## Exercise
Pull every line containing "STEELE" out of the material below.

## Information supplied
[Start of Attachment]
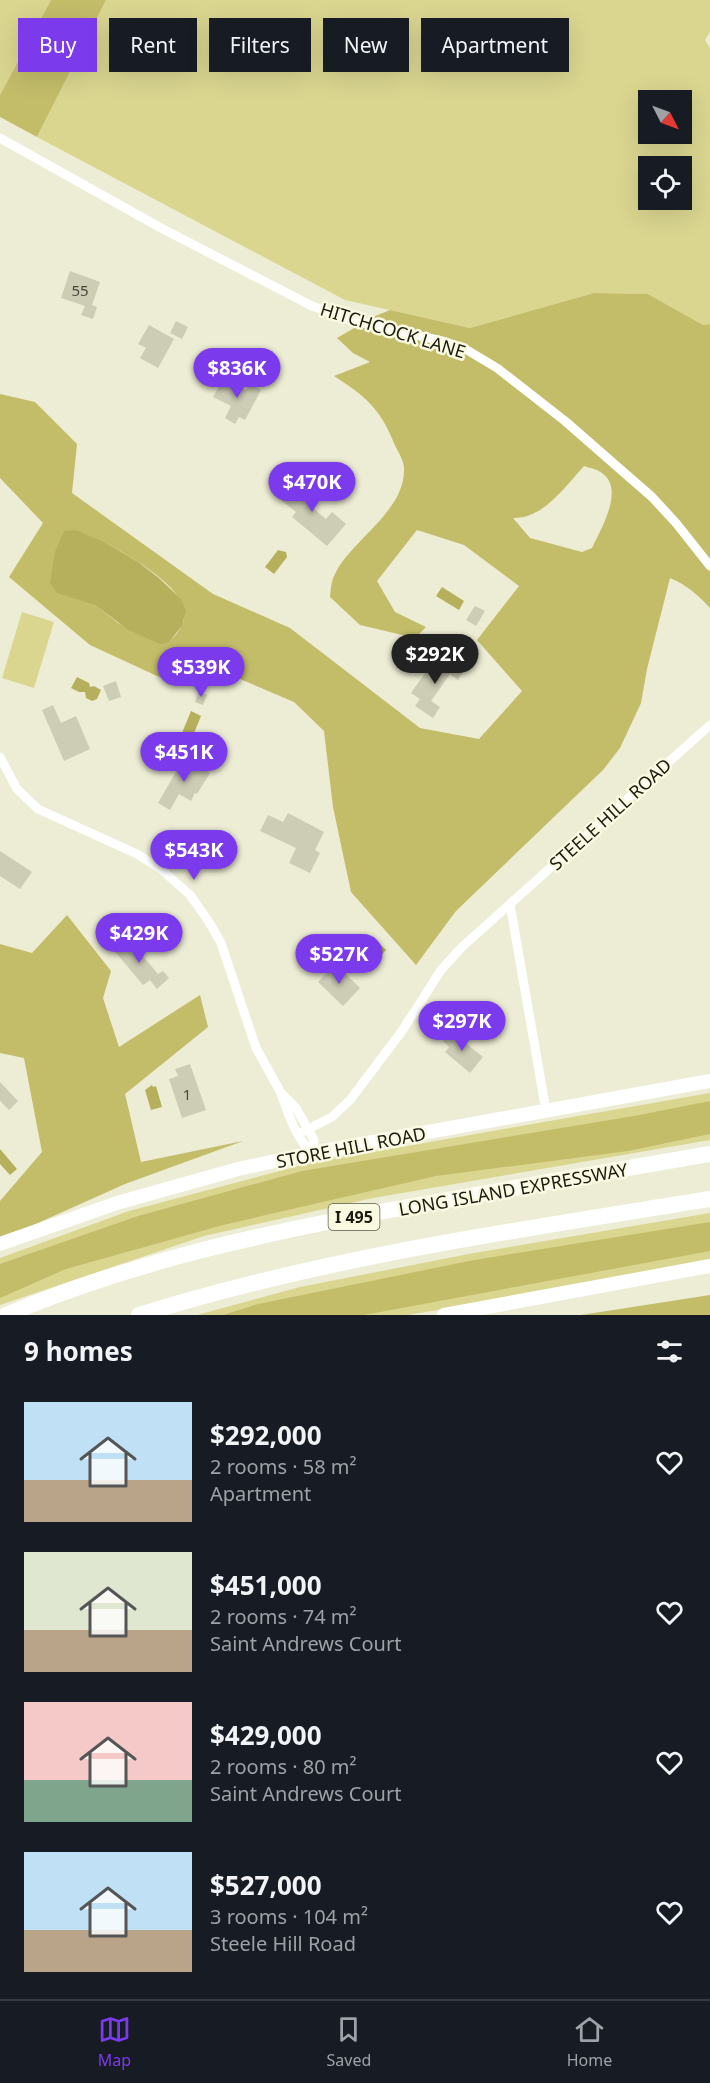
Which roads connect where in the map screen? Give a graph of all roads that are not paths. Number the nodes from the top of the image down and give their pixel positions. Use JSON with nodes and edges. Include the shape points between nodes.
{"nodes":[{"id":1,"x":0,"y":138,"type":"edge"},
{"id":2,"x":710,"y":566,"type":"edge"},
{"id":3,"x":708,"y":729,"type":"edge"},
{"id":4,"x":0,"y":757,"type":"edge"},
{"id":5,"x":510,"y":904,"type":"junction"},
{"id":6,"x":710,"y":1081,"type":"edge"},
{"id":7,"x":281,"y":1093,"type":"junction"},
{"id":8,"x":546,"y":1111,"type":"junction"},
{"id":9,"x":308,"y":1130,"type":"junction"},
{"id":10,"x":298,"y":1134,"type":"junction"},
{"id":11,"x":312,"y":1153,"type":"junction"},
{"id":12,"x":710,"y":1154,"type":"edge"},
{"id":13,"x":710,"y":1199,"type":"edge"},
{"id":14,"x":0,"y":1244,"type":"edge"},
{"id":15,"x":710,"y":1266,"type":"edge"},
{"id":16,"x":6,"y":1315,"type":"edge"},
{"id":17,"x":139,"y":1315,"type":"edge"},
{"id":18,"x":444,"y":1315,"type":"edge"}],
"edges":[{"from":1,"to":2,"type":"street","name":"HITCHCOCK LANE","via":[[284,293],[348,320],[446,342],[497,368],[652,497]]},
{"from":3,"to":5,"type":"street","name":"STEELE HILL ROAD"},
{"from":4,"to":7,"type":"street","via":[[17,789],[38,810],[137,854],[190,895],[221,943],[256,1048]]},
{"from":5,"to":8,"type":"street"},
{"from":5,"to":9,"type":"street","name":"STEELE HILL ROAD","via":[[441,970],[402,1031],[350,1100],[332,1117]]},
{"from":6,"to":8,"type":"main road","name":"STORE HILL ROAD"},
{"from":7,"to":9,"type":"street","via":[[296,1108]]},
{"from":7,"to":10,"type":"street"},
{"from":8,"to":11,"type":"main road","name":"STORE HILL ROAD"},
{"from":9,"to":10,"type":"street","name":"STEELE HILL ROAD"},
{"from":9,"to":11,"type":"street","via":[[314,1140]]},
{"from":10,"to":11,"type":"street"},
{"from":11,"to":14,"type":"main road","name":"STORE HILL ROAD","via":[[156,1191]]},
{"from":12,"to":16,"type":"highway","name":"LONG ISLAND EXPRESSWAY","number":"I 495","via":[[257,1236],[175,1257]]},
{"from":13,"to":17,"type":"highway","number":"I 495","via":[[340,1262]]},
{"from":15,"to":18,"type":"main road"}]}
[End of Attachment]
## Response to the task
{"from":3,"to":5,"type":"street","name":"STEELE HILL ROAD"},
{"from":5,"to":9,"type":"street","name":"STEELE HILL ROAD","via":[[441,970],[402,1031],[350,1100],[332,1117]]},
{"from":9,"to":10,"type":"street","name":"STEELE HILL ROAD"},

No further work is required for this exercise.